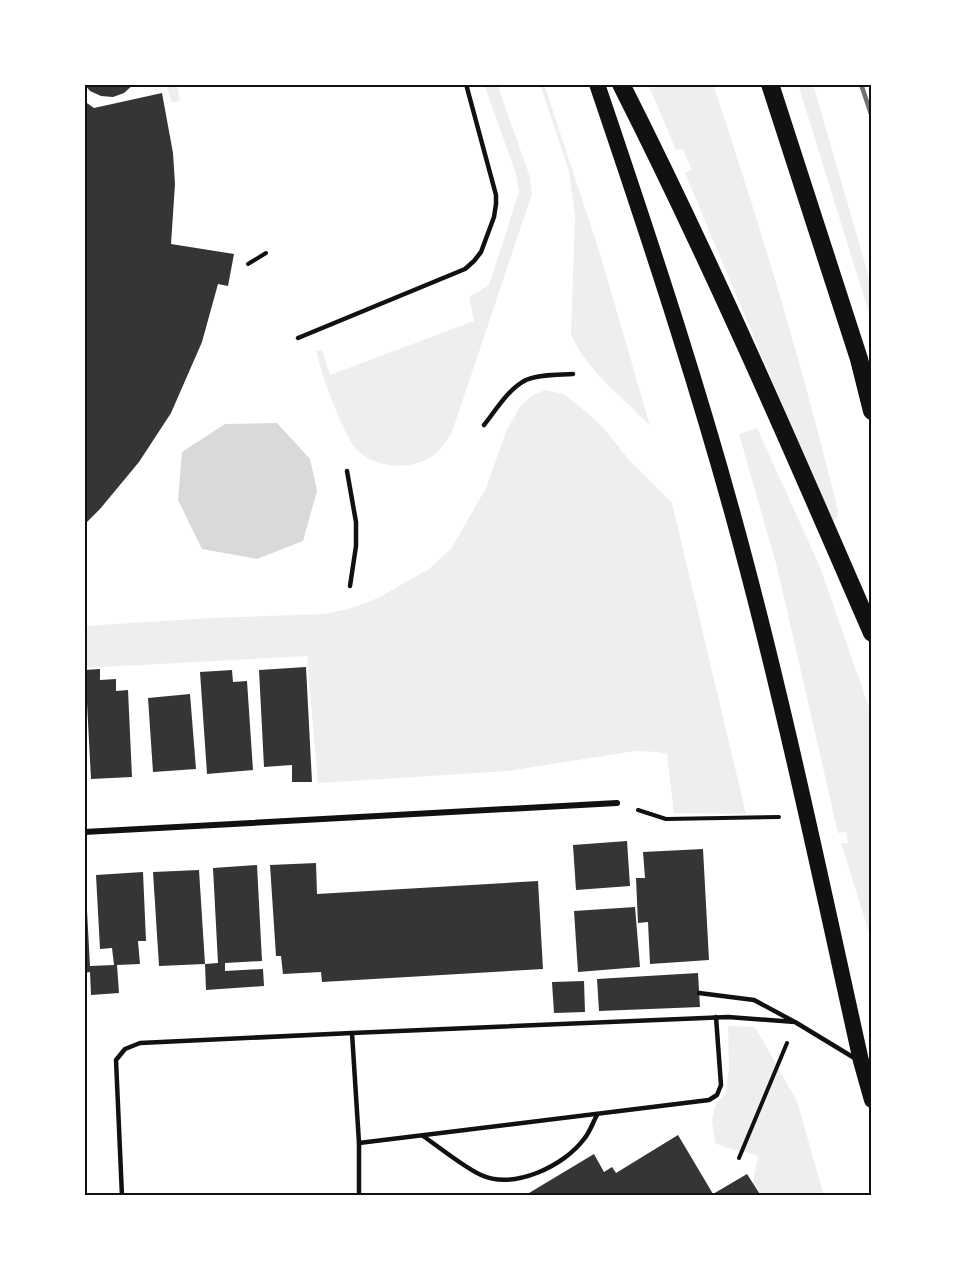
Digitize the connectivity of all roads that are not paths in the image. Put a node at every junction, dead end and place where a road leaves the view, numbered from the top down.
1 (466, 84) edge
2 (597, 84) edge
3 (621, 84) edge
4 (770, 84) edge
5 (298, 338) dead end
6 (573, 374) dead end
7 (872, 411) edge
8 (484, 425) dead end
9 (347, 471) dead end
10 (350, 586) dead end
11 (872, 633) edge
12 (618, 803) road end
13 (84, 832) edge
14 (699, 993) dead end
15 (716, 1017) junction
16 (795, 1022) junction
17 (352, 1033) junction
18 (861, 1061) junction
19 (872, 1100) edge
20 (597, 1114) junction
21 (423, 1136) junction
22 (359, 1143) junction
23 (122, 1196) edge
24 (359, 1196) edge

1 - 5 lane
2 - 18 highway
3 - 11 highway
4 - 7 highway
6 - 8 lane
9 - 10 lane
12 - 13 street
14 - 16 lane
15 - 16 lane
15 - 17 lane
15 - 20 lane
16 - 18 lane
17 - 22 lane
17 - 23 lane
18 - 19 highway
20 - 21 lane
20 - 21 lane
21 - 22 lane
22 - 24 lane

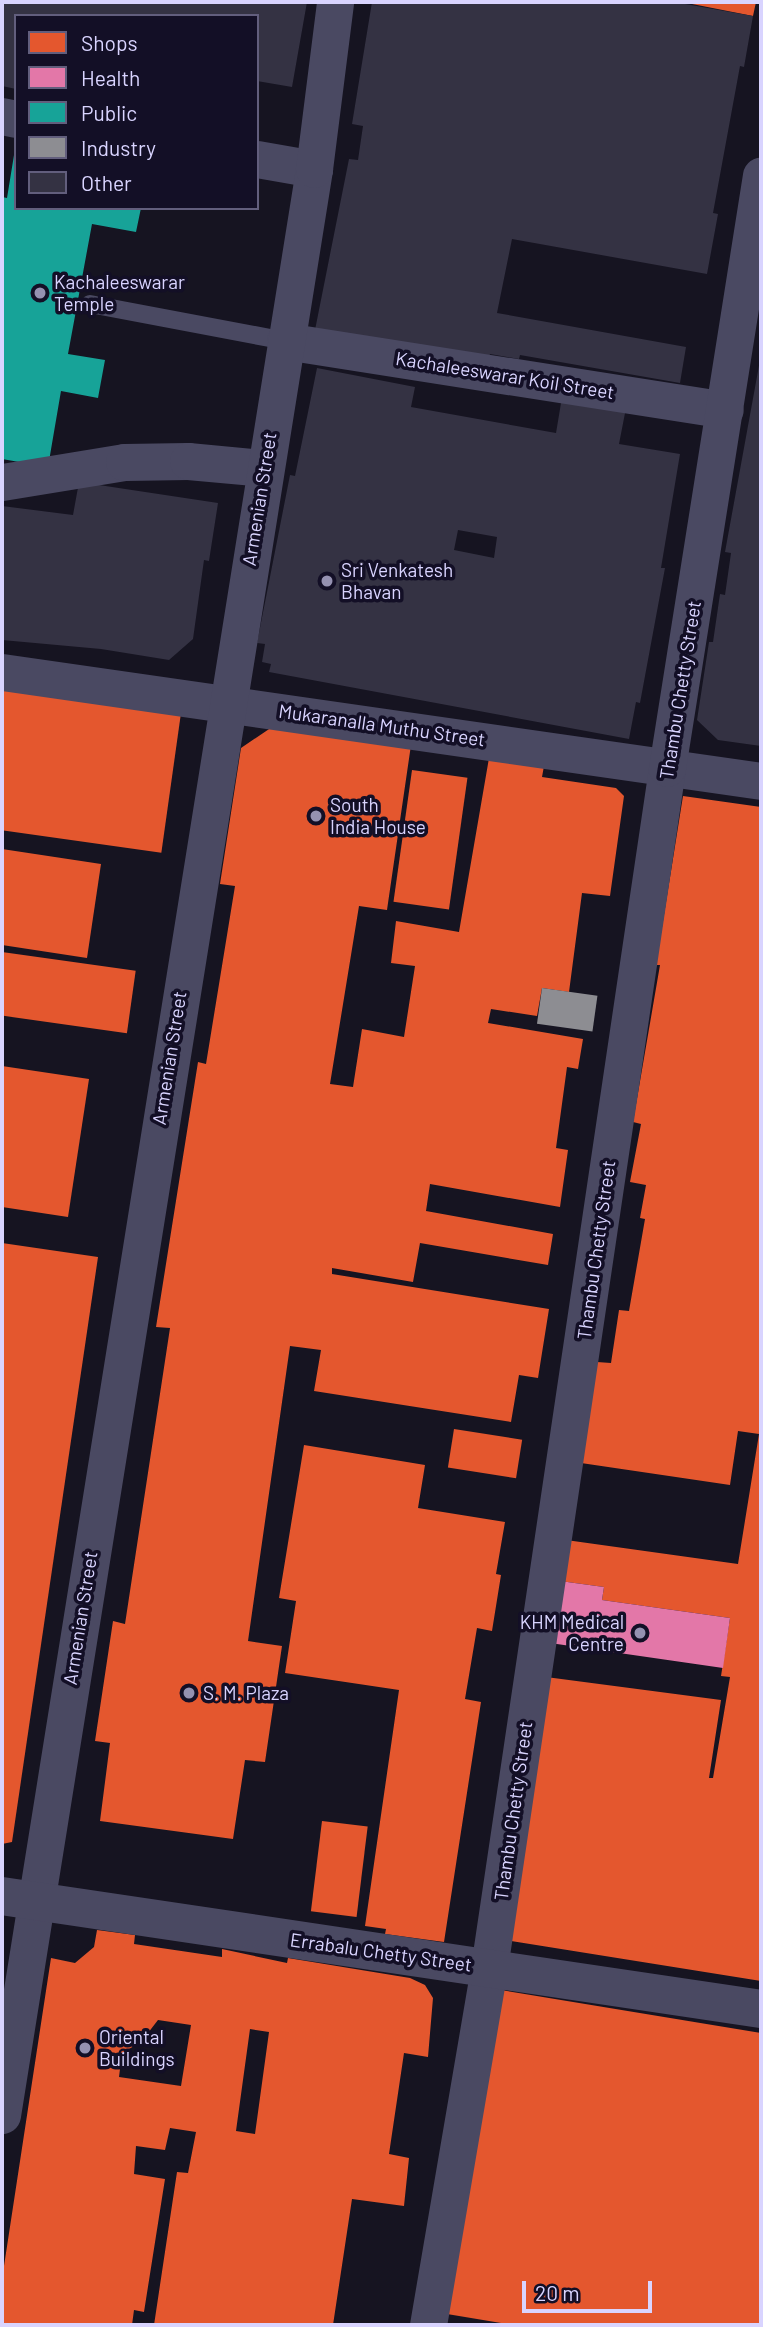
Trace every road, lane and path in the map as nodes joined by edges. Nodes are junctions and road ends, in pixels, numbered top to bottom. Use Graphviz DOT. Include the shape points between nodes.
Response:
graph roads {
  1 [pos="335,2"];
  2 [pos="259,159"];
  3 [pos="314,169"];
  4 [pos="761,175"];
  5 [pos="90,304"];
  6 [pos="285,341"];
  7 [pos="725,410"];
  8 [pos="264,468"];
  9 [pos="2,482"];
  10 [pos="2,672"];
  11 [pos="226,702"];
  12 [pos="667,768"];
  13 [pos="761,781"];
  14 [pos="19,1898"];
  15 [pos="489,1968"];
  16 [pos="11,1994"];
  17 [pos="761,2009"];
  18 [pos="2,2115"];
  19 [pos="428,2325"];
  1 -- 3 [label="street, Armenian Street"];
  2 -- 3 [label="street"];
  3 -- 6 [label="street, Armenian Street"];
  4 -- 7 [label="street, Thambu Chetty Street"];
  5 -- 6 [label="lane"];
  6 -- 7 [label="street, Kachaleeswarar Koil Street"];
  6 -- 8 [label="street, Armenian Street"];
  7 -- 12 [label="street, Thambu Chetty Street"];
  8 -- 9 [label="street" via="188,461 124,462"];
  8 -- 11 [label="street, Armenian Street"];
  10 -- 11 [label="street, Mukaranalla Muthu Street"];
  11 -- 12 [label="street, Mukaranalla Muthu Street"];
  11 -- 14 [label="street, Armenian Street"];
  12 -- 13 [label="street, Mukaranalla Muthu Street"];
  12 -- 15 [label="street, Thambu Chetty Street"];
  14 -- 15 [label="street, Errabalu Chetty Street"];
  14 -- 16 [label="street, Armenian Street"];
  15 -- 17 [label="street, Errabalu Chetty Street"];
  15 -- 19 [label="street, Thambu Chetty Street"];
  16 -- 18 [label="street, Armenian Street"];
}
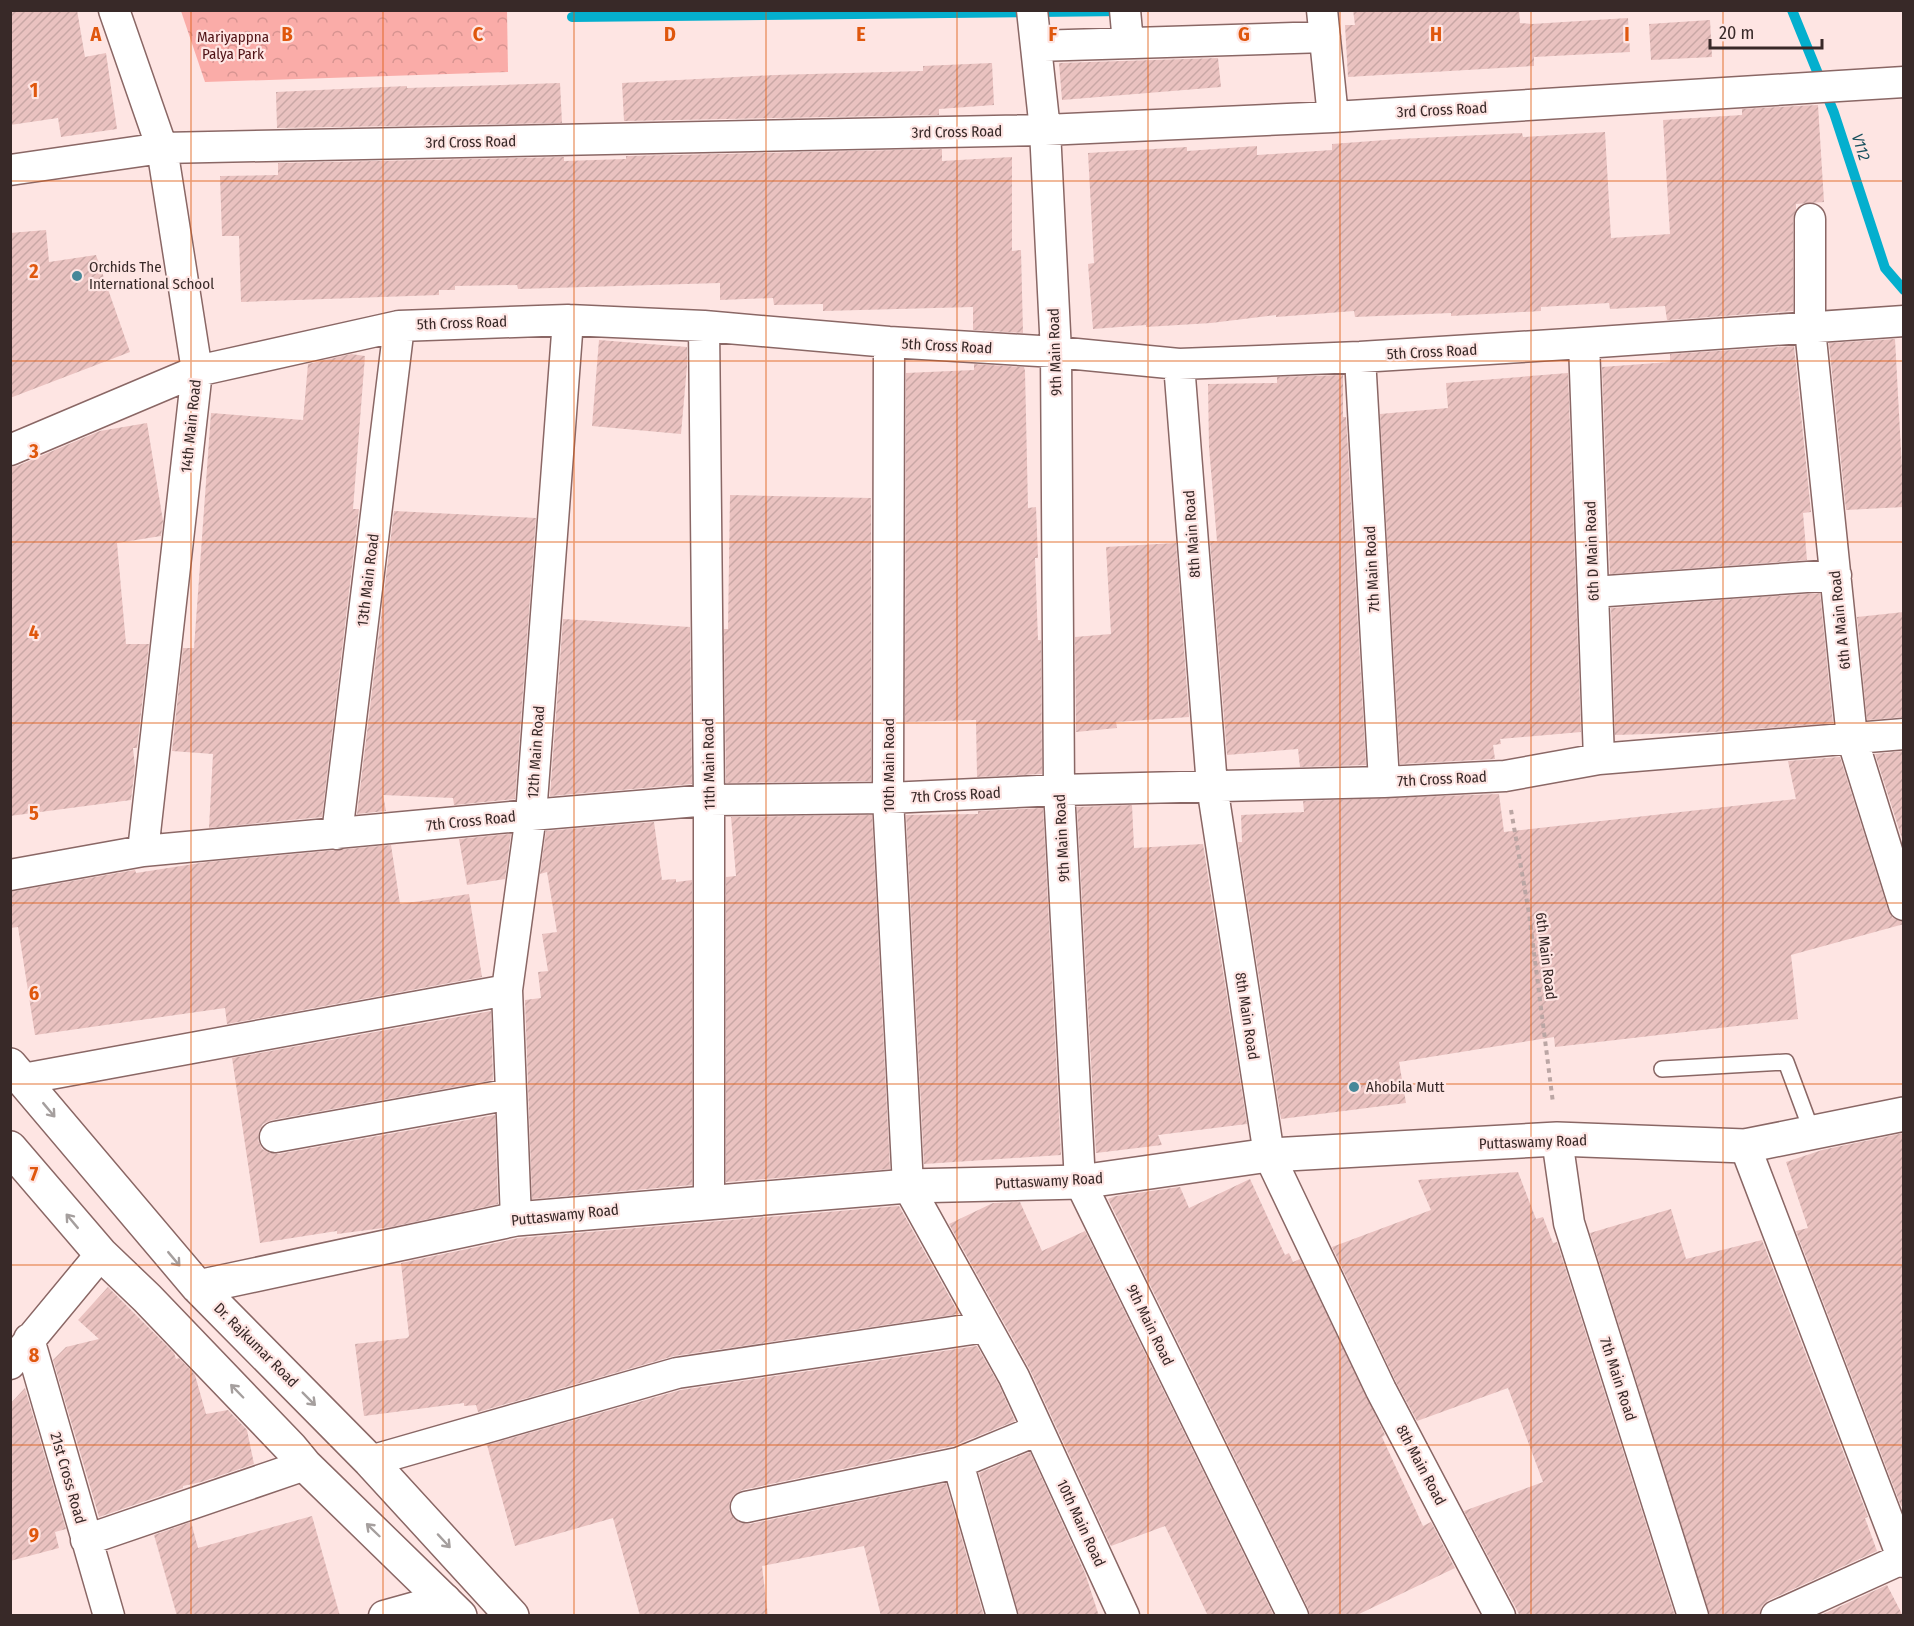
********
Your answer must be an exact copy of the listing, with every picture omitted.

» Result below
Digitize the connectivity of all roads that are not paths in the image. Put a node at every junction, dead end and place where a road leaves the view, numbered from the top down.
1 (466, 84) edge
2 (597, 84) edge
3 (621, 84) edge
4 (770, 84) edge
5 (298, 338) dead end
6 (573, 374) dead end
7 (872, 411) edge
8 (484, 425) dead end
9 (347, 471) dead end
10 (350, 586) dead end
11 (872, 633) edge
12 (618, 803) road end
13 (84, 832) edge
14 (699, 993) dead end
15 (716, 1017) junction
16 (795, 1022) junction
17 (352, 1033) junction
18 (861, 1061) junction
19 (872, 1100) edge
20 (597, 1114) junction
21 (423, 1136) junction
22 (359, 1143) junction
23 (122, 1196) edge
24 (359, 1196) edge

1 - 5 lane
2 - 18 highway
3 - 11 highway
4 - 7 highway
6 - 8 lane
9 - 10 lane
12 - 13 street
14 - 16 lane
15 - 16 lane
15 - 17 lane
15 - 20 lane
16 - 18 lane
17 - 22 lane
17 - 23 lane
18 - 19 highway
20 - 21 lane
20 - 21 lane
21 - 22 lane
22 - 24 lane

Trace every road, lane and path in the map as nodes joined by edges. Nodes are junctions and road ends, in pixels, numbered top to bottom. Use Graphviz DOT. Include the shape points between nodes.
Response:
graph roads {
  1 [pos="335,2"];
  2 [pos="259,159"];
  3 [pos="314,169"];
  4 [pos="761,175"];
  5 [pos="90,304"];
  6 [pos="285,341"];
  7 [pos="725,410"];
  8 [pos="264,468"];
  9 [pos="2,482"];
  10 [pos="2,672"];
  11 [pos="226,702"];
  12 [pos="667,768"];
  13 [pos="761,781"];
  14 [pos="19,1898"];
  15 [pos="489,1968"];
  16 [pos="11,1994"];
  17 [pos="761,2009"];
  18 [pos="2,2115"];
  19 [pos="428,2325"];
  1 -- 3 [label="street, Armenian Street"];
  2 -- 3 [label="street"];
  3 -- 6 [label="street, Armenian Street"];
  4 -- 7 [label="street, Thambu Chetty Street"];
  5 -- 6 [label="lane"];
  6 -- 7 [label="street, Kachaleeswarar Koil Street"];
  6 -- 8 [label="street, Armenian Street"];
  7 -- 12 [label="street, Thambu Chetty Street"];
  8 -- 9 [label="street" via="188,461 124,462"];
  8 -- 11 [label="street, Armenian Street"];
  10 -- 11 [label="street, Mukaranalla Muthu Street"];
  11 -- 12 [label="street, Mukaranalla Muthu Street"];
  11 -- 14 [label="street, Armenian Street"];
  12 -- 13 [label="street, Mukaranalla Muthu Street"];
  12 -- 15 [label="street, Thambu Chetty Street"];
  14 -- 15 [label="street, Errabalu Chetty Street"];
  14 -- 16 [label="street, Armenian Street"];
  15 -- 17 [label="street, Errabalu Chetty Street"];
  15 -- 19 [label="street, Thambu Chetty Street"];
  16 -- 18 [label="street, Armenian Street"];
}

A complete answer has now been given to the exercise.